Can someone please tell me what happens after a hub is picked up as Editor's Choice? Something unusual happens after Editor's Choice? I mean in terms of its traffic, revenue generation, etc. In other words, how these privileged hubs compares with other less fortunate ones, in terms of real performance.
I don't think anything unusual happens after the initial Glow you get from feeling of recognition for a job well done! In terms of traffic - with nine Editors Choice Hubs currently I see a marginal increase in traffic and earnings have definitely increased month after month but this may be because I have added more Hubs. Overall Hub score has definitely increased but this is not matched by Profile Score. In fact every time I publish a new Hub it goes down instantly. In terms of performance, I think we might have to wait a bit longer to see the results.
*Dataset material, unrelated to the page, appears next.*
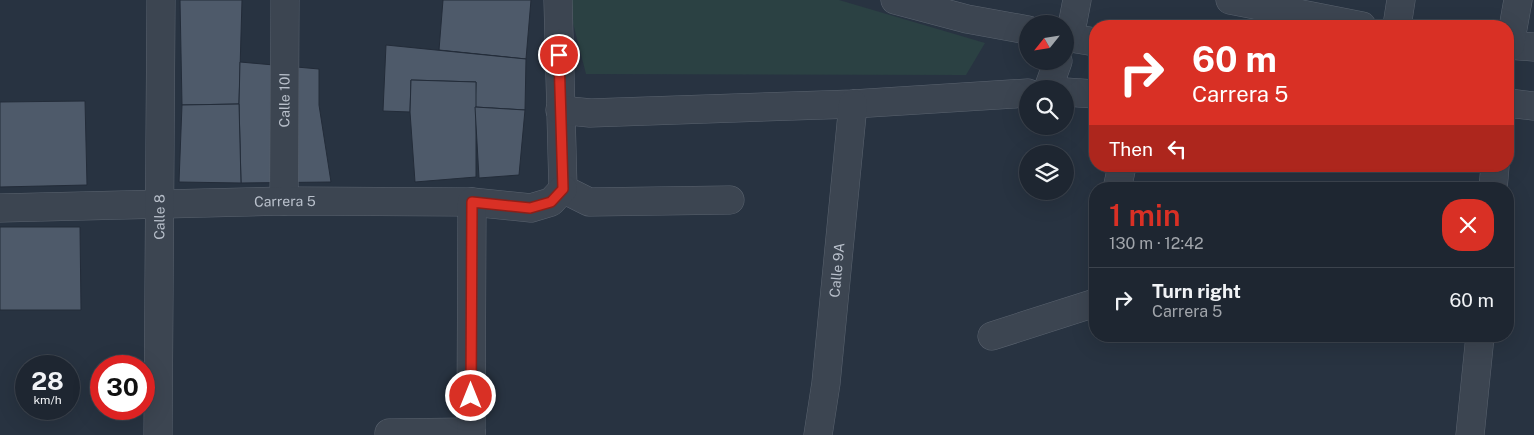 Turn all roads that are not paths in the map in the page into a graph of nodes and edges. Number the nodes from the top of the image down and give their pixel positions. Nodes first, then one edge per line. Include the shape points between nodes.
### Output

I think it has more to do with the topic you choose. There are plenty of brilliant writers here who express so beautifully to inspire anyone. If writing were the criterion, their all hubs would automatically be EC.
I personally didn't see much change, but I've just started, maybe it's just because I don't have many hubs. More traffic comes with more well-written hubs! But being editor's choice might motivate one to write more and more.
I got real buzz when some of my hubs were chosen for EC. It's too early to say whether it's affected earnings. The viewings on the chosen hubs are among my highest, but they were before they were made EC. As Rae says, what will be will be.
I tend to agree it's kind of a mystery with EC hubs. I've had a few that have received better traffic than they ever did, but others don't have any difference at all. I hope that in time, EC hubs will increase traffic by getting HP maybe more into Google's good graces again. Time will tell I suppose.
I have noticed an uptick in my traffic. After the Panda/Penguin debacle I lost 90% of my traffic (from 5,000 views a day to 500) Since I have been getting some hubs chosen as EC's I am between 900-1,000 views a day so things look promising. Time will tell....
Actually, you can opt out. (I may be misunderstanding your comment, though.) Yes, it happens automatically IF you haven't opted out.
As for being afraid, for me, yes there could be a concern. I'm a niche writer, and Google has apparently recognized my "expertise" in my field. I am now listed in the first page on most searches on topics in my field. If my hubs are removed from my URL - ie "my" website - and put under HubPages general website, my "niche" may diminish. I don't want this to happen, as my Google numbers went up 300 percent after the latest Panda/Penguin/Hummingbird or whatever it was. I want to keep my "expertise" rating with Google, although most of my traffic, by far, comes from FB.
It's because of this that I am interested in how the EC is working for others, although I doubt I'll "opt in" at any point.
If you recall the ancient history, a long long time ago, about what triggered EC you will see why this is so.
For years HP struggled to get all the hubs shifted to subdomains. Hubs published prior to June 2011 stayed linked to the mother ship, despite HP's efforts to convince Google to do it.
Then one day it happened - Hey Presto G did it!
BUT, Shock horror, traffic tanked.
After a week or so, HP deduced that the reason was that the HP URL had lost a major proportion of direct links to the mother URL that gave it juice. The solution my dear friends was EC.
HP decided that they desperately needed to get a host of hubs directly linked to the mother URL. So they decided to take the cream off the top with EC. The fix worked for the mother ship HP, with 14,000 hubs or so directly linked.
I have just one (1) Editor's Choice hub. It's not my favourite article. I don't even like the article that much but it's getting more traffic, is in my dashboard area at the top of all my articles. Weird. Actually - it's visited a lot more now than a few months ago but nobody ever comments on it, so I don't understand how it's even an Editor's choice.